First Impressions – Rising Impact

It’s glory days for golf anime. And pretty good for Netflix anime too. Their track record this past year or so is pretty solid. They’re often working with big studios, and getting a lot of big-name directors as well. I’m enjoying T.P. Bon a lot, which as a Bones series directed by Andou Masahiro certainly checks those boxes. Rising Impact isn’t exactly a platinum studio prject with Lay-duce but it does have a rock-solid director in Nanba Hitoshi (Golden Kamuy S 1-3 and a bunch of other stuff besides).

It’s hard not to compare Rising Impact with the other golf series of the moment, Ooi! Tonbo. Both are stories about rural kids (one in the mountains, one on an island) whose lives are changed by a meeting with a big city golf pro. Both are two split cours – though as a Netflix production that means something different with R.I. (one 12-episode dump now, one in August). But while I like them both a lot, they’re very different under the hood. Ooi Tonbo is a non-traditional manga – it runs in a golf publication. Rising Impact is a shounen. And not only that, a Weekly Jump shounen – and one from 25 years ago at that.

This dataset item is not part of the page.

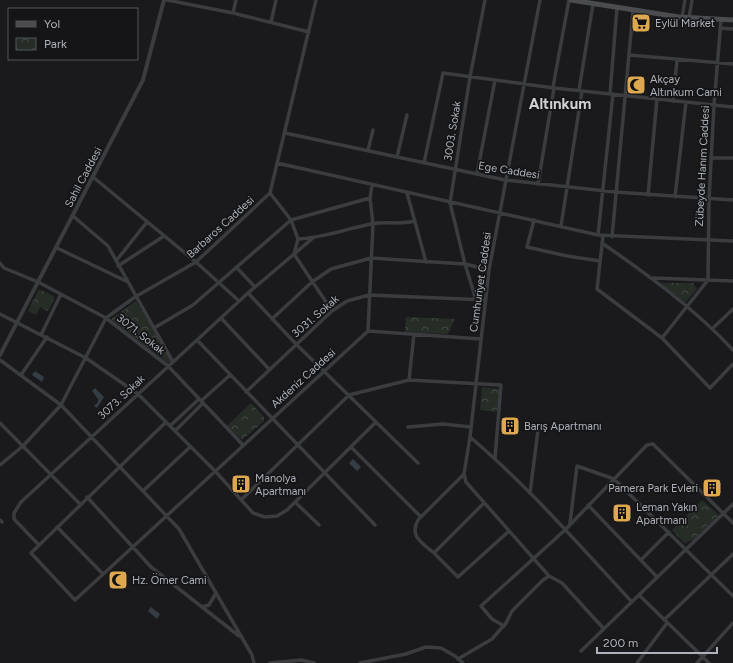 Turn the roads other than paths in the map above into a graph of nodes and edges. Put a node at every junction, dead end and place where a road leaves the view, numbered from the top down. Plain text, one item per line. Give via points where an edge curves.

The upshot of that is that Rising Impact is not going for the same rigid accuracy as Ooi Tonbo. It’s also much more of a boisterous adventure story, with a somewhat Gon Freecs-like protagonist to boot. But happily it also doesn’t seem to be embracing the abject silliness of some Jump sports manga (Kuroko no Basuke and Prince of Tennis come to mind). It’s the product of Suzuki Nakaba, who would later find great fame with Nanatsu no Taizai. That’s not a series I especially like, but I must say I found the premiere of Rising Impact to be comprehensively charming and fun.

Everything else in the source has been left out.